** MATERIAL FOR THIS TASK follows **
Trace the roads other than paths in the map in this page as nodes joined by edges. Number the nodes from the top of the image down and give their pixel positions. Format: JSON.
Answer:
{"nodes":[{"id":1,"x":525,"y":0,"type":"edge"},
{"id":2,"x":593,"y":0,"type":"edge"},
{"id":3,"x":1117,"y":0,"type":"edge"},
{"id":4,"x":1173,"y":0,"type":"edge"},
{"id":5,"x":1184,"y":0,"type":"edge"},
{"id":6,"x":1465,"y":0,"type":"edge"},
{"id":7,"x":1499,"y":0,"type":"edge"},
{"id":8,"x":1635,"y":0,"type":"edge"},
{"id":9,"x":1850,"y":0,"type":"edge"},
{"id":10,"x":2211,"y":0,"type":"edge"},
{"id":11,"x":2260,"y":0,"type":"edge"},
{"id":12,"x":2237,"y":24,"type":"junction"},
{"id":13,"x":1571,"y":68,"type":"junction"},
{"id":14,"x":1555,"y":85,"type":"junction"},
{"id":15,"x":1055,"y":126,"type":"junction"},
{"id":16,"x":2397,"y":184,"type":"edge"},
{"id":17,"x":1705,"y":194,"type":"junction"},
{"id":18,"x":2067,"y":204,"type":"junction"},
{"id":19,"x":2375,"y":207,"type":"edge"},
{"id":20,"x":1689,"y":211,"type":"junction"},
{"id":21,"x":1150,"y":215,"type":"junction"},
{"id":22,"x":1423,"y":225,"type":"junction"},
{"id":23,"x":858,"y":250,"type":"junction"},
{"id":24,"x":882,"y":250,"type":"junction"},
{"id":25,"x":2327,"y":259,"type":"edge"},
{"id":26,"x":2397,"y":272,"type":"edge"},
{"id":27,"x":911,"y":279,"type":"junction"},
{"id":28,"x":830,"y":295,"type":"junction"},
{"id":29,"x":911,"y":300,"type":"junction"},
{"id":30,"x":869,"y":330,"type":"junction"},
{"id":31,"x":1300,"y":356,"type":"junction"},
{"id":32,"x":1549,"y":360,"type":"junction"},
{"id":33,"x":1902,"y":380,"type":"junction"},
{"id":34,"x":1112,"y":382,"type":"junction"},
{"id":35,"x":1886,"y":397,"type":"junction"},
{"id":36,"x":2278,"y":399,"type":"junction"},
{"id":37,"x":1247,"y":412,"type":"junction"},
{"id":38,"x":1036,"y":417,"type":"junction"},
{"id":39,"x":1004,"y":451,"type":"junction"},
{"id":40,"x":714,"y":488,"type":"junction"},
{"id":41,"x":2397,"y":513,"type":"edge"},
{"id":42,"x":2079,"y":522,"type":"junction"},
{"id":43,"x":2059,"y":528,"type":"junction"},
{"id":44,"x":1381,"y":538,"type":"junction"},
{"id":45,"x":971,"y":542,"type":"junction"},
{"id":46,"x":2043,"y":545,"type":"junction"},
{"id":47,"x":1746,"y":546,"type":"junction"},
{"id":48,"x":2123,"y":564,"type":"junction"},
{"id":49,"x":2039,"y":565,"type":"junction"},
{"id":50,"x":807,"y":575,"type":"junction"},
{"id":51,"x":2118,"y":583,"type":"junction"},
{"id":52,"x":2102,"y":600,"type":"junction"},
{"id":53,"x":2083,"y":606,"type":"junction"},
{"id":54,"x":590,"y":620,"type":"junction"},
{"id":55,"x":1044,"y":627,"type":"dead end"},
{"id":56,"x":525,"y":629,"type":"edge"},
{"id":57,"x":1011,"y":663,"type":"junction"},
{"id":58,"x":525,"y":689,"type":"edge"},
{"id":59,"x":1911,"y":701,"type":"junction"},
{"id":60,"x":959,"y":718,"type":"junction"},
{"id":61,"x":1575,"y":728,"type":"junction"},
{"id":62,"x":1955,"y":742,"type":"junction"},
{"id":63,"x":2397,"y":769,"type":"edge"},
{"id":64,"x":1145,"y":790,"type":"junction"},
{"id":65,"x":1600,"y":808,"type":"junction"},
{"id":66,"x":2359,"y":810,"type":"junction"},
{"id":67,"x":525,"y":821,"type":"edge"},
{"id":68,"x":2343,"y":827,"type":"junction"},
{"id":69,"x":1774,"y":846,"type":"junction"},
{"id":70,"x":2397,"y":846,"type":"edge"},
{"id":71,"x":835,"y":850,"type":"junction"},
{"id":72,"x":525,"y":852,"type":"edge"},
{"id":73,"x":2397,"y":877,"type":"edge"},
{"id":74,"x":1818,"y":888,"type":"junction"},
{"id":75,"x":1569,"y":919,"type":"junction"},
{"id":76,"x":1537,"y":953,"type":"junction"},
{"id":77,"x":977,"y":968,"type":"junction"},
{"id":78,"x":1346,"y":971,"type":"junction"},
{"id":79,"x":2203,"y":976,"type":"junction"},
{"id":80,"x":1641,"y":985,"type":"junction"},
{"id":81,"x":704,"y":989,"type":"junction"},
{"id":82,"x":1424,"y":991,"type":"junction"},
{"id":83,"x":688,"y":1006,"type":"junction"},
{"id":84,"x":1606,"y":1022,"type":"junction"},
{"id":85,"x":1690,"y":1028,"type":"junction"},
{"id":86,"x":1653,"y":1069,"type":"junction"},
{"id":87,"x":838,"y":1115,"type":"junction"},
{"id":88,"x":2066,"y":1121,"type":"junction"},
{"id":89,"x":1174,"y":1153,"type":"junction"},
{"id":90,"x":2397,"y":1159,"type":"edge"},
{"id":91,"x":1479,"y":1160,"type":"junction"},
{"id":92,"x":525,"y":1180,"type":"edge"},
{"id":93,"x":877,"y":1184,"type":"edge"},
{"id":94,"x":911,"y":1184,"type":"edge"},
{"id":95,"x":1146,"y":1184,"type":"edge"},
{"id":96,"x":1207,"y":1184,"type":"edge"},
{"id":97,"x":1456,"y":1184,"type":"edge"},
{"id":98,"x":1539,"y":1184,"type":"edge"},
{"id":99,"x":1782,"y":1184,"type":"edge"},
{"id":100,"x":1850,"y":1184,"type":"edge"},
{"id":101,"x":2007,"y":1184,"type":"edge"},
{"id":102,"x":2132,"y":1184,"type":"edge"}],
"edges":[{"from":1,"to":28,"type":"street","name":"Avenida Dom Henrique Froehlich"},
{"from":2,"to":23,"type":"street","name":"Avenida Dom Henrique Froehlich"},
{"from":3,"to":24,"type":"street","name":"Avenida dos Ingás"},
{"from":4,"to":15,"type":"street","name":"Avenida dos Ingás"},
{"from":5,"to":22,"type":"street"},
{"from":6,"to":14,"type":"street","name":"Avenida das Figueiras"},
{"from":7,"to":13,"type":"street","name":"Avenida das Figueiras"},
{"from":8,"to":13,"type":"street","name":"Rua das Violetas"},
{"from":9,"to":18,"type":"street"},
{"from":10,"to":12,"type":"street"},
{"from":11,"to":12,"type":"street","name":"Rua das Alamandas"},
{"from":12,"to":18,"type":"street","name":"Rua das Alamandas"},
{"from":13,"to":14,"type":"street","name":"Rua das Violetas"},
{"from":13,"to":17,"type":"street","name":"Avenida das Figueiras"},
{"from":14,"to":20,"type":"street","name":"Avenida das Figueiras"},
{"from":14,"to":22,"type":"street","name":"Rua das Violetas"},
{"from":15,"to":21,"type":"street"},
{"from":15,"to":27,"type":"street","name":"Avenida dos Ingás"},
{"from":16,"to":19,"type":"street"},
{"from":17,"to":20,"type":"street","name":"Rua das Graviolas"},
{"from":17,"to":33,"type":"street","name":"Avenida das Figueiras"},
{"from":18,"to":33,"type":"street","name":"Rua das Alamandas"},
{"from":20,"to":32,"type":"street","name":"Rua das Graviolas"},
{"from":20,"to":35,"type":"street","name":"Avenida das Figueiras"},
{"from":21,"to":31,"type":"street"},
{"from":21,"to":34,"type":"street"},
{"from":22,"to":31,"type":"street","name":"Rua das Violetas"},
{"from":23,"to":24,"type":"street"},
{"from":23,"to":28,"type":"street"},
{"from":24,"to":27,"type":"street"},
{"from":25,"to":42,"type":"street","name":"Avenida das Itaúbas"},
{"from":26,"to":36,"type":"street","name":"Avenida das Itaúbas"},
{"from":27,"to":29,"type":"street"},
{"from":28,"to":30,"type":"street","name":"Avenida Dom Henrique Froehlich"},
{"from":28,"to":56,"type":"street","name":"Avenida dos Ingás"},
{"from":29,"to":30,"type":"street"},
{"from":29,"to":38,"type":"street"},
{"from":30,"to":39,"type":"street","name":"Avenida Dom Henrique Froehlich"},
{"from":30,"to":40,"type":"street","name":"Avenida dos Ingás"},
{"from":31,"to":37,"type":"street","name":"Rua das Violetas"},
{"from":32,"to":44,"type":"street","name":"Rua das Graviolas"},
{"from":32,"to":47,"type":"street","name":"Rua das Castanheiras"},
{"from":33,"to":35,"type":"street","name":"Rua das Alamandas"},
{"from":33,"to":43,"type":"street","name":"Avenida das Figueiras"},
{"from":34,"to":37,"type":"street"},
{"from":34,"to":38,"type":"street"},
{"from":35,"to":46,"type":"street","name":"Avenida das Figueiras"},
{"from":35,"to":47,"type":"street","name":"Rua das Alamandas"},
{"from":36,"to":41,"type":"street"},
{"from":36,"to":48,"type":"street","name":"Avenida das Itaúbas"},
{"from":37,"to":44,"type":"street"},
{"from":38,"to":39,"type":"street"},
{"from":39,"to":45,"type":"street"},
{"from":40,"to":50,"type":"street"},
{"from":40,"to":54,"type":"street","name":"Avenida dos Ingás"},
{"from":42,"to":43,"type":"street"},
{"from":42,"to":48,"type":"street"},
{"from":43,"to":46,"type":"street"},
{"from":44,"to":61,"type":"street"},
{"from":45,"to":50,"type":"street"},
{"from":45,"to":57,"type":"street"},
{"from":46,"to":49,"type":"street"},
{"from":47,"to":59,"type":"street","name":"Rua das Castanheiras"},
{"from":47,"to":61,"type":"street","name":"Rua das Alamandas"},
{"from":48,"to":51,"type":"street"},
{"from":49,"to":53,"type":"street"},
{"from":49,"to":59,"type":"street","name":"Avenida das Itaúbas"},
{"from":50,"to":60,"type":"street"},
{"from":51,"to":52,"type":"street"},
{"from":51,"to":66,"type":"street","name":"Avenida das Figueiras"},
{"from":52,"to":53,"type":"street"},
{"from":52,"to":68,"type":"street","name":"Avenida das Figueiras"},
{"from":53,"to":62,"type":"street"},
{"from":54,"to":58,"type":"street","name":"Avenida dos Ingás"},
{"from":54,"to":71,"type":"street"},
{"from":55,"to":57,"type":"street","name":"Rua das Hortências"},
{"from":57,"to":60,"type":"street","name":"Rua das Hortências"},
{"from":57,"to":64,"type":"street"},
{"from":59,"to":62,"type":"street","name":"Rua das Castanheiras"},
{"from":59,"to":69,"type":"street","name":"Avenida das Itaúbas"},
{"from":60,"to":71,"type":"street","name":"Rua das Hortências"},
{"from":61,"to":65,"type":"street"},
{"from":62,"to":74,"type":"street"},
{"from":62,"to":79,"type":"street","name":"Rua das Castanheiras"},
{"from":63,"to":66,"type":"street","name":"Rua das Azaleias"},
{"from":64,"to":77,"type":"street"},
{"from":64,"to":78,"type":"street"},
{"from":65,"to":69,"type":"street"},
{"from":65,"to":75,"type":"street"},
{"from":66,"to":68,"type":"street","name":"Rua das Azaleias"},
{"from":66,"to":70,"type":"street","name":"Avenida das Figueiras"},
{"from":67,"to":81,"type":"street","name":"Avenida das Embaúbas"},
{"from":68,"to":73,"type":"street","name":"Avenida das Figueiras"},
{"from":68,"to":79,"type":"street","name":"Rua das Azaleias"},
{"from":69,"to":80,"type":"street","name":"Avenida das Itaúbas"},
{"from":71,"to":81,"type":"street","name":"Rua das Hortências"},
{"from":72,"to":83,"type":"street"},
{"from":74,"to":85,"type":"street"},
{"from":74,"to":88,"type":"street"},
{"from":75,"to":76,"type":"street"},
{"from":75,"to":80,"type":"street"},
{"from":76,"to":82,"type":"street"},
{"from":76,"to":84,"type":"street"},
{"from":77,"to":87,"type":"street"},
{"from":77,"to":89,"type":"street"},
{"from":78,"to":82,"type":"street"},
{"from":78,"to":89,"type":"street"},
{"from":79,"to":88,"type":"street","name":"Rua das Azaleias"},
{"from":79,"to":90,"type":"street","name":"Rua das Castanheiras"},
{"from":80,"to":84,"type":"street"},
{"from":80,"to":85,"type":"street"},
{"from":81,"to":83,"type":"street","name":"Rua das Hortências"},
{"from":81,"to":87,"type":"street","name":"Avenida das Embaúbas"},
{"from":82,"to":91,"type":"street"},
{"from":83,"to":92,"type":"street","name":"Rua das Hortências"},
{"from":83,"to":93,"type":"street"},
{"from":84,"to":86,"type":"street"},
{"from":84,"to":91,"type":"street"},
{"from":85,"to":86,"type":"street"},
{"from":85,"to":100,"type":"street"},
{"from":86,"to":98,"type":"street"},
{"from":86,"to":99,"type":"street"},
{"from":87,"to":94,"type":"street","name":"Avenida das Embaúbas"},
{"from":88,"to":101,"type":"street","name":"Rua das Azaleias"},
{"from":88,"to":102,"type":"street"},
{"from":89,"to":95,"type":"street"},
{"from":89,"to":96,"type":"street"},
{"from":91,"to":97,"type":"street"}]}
** End of MATERIAL FOR THIS TASK **
* [WORK INSTRUCTION] In the listing, find every line containing the word "Violetas" and list it.

* [RESPONSE TO THE TASK]
{"from":8,"to":13,"type":"street","name":"Rua das Violetas"},
{"from":13,"to":14,"type":"street","name":"Rua das Violetas"},
{"from":14,"to":22,"type":"street","name":"Rua das Violetas"},
{"from":22,"to":31,"type":"street","name":"Rua das Violetas"},
{"from":31,"to":37,"type":"street","name":"Rua das Violetas"},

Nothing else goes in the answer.